- Born: Rwanda
- Citizenship: Rwandan
- Education: National University of Rwanda (Bachelor of Laws) University of Rwanda (Master of Laws)
- Occupations: Lawyer and civil servant
- Years active: 2009 — present
- Known for: Law
- Title: Vice chairperson and company secretary of Rwanda Energy Group

= Alice Rwema =

Alice Rwema is a lawyer and civil servant in Rwanda who, since August 2014, has been the vice chairperson of the board of directors at Rwanda Energy Group (REG), a parastatal company responsible for energy generation, procurement, distribution and export. Since May 2017, she has also been the company secretary of REG.

==Background and education==
She attended the National University of Rwanda from which she graduated with a Bachelor of Laws degree in 2009. In 2014, she graduated with a Master of Laws, specialising in international business, tax and trade law, from the University of Rwanda. In 2013, she was seconded to the multinational law firm of Ashurst LLP for three months, sponsored by International Lawyers for Africa, a United Kingdom-based international training programme for African attorneys.

==Career==
Rwema worked as a legal adviser to the Rwanda Ministry of Infrastructure (Mininfra) from May 2009 until 2013. From 2013 until April 2017, she was a transaction adviser to the state minister responsible for energy and water in the ministry, currently Germaine Kamayirese.

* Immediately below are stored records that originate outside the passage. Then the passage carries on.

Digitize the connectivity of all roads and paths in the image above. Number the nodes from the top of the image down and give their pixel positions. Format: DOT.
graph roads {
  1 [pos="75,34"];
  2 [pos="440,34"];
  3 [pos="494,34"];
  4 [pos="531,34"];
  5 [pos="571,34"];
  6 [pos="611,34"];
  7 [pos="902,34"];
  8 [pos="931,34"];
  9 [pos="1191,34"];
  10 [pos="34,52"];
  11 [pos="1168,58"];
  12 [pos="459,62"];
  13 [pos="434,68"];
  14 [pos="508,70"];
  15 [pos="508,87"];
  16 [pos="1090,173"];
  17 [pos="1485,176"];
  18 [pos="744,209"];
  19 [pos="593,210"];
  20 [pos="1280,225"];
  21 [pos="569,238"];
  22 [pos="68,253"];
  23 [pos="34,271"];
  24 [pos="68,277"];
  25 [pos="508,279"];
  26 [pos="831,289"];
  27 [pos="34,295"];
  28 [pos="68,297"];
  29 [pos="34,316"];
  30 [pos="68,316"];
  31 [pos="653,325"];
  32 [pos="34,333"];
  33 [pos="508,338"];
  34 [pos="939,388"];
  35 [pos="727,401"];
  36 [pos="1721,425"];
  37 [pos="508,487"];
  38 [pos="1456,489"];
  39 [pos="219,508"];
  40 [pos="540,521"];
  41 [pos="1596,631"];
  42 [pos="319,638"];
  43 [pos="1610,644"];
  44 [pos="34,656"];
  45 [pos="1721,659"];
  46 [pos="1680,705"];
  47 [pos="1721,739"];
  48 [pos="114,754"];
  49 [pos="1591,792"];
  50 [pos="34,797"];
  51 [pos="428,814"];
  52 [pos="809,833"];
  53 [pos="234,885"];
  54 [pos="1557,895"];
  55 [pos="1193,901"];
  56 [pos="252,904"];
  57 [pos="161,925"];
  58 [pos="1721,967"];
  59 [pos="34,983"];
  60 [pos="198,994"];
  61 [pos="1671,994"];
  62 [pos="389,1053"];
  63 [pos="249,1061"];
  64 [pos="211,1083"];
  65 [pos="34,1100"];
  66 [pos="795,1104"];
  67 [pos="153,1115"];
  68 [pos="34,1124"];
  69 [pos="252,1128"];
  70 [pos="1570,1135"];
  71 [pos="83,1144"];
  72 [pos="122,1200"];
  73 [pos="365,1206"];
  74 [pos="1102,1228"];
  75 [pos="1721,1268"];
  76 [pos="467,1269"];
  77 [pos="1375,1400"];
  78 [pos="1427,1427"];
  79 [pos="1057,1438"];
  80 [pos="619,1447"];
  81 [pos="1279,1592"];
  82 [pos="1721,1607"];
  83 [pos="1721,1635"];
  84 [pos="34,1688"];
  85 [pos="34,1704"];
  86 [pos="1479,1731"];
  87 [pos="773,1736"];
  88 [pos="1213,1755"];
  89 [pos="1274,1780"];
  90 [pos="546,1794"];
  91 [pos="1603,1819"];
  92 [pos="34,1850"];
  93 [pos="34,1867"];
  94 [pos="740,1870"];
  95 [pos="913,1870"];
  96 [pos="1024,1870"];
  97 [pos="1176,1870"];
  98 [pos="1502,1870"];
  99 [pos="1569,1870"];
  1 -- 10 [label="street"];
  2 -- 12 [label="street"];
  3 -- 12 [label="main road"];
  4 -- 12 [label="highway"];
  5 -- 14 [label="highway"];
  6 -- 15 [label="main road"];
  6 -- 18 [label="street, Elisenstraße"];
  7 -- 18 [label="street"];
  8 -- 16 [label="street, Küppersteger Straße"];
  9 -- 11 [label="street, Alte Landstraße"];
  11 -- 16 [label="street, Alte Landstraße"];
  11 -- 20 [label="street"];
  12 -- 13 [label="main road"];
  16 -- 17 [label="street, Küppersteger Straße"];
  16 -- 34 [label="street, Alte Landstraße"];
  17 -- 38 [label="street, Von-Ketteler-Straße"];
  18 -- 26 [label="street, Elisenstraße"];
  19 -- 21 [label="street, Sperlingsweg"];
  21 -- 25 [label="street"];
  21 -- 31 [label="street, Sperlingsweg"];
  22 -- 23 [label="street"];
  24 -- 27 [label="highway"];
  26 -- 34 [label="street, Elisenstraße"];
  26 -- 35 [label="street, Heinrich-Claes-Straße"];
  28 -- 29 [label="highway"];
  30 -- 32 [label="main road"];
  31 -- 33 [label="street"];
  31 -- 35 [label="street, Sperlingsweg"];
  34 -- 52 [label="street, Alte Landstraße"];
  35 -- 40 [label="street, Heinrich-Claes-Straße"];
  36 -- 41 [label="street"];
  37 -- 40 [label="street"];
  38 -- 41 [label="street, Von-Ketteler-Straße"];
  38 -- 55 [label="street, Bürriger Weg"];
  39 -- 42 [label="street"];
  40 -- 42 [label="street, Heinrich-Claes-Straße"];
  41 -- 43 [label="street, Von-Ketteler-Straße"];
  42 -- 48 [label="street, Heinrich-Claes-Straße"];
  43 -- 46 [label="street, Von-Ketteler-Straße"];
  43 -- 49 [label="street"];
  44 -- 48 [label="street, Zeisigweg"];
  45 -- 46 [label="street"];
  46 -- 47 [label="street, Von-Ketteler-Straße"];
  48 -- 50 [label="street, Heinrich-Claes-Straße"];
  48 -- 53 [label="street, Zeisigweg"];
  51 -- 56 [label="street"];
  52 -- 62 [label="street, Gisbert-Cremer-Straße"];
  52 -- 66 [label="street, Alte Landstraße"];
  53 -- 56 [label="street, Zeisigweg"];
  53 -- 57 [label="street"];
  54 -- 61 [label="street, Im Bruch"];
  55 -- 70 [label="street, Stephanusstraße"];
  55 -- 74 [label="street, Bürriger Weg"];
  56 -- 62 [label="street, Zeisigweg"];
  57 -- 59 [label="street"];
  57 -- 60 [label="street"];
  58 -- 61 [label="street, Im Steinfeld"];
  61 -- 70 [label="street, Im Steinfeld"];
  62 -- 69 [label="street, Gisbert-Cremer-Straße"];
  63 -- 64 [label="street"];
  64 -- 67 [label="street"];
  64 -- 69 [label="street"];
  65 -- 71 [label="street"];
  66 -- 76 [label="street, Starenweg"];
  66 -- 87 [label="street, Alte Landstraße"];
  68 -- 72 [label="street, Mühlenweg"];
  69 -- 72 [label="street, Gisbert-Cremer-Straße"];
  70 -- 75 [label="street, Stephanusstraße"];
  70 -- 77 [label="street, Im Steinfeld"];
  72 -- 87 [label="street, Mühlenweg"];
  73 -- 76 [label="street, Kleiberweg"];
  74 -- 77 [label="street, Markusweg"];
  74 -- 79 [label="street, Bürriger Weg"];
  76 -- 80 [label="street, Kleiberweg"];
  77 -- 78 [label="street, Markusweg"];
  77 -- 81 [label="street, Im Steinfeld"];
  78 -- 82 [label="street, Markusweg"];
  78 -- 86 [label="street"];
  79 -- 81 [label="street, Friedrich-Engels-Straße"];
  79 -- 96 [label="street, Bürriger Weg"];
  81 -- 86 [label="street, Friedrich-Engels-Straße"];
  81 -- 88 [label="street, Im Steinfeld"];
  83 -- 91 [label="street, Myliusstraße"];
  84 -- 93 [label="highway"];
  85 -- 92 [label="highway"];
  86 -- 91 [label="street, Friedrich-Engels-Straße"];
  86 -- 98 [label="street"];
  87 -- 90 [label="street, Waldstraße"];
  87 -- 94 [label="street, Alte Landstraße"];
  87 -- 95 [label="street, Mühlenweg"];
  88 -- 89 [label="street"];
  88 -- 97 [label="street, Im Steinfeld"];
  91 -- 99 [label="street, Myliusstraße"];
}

In August 2014, she was appointed as vice chairperson of the Rwanda Energy Group Limited, a holding company for the government-owned Energy Utility Corporation Limited and Energy Development Company Limited. Since May 2017, she has been the company secretary of Rwanda Energy Group. Previously, she was a board member for the Energy Water and Sanitation Authority.

==Other considerations==
Due to her expertise in contract and business law, she was legal adviser to the government of Rwanda during the procurement of a contractor to construct Bugesera International Airport, currently under construction. She is also a "contributor" to Regulatory Indicators for Sustainable Energy, a World Bank-affiliated organisation that serves as a reference for sustainable energy development internationally. Rwemba is fluent in Kinyarwanda, Swahili, English and French.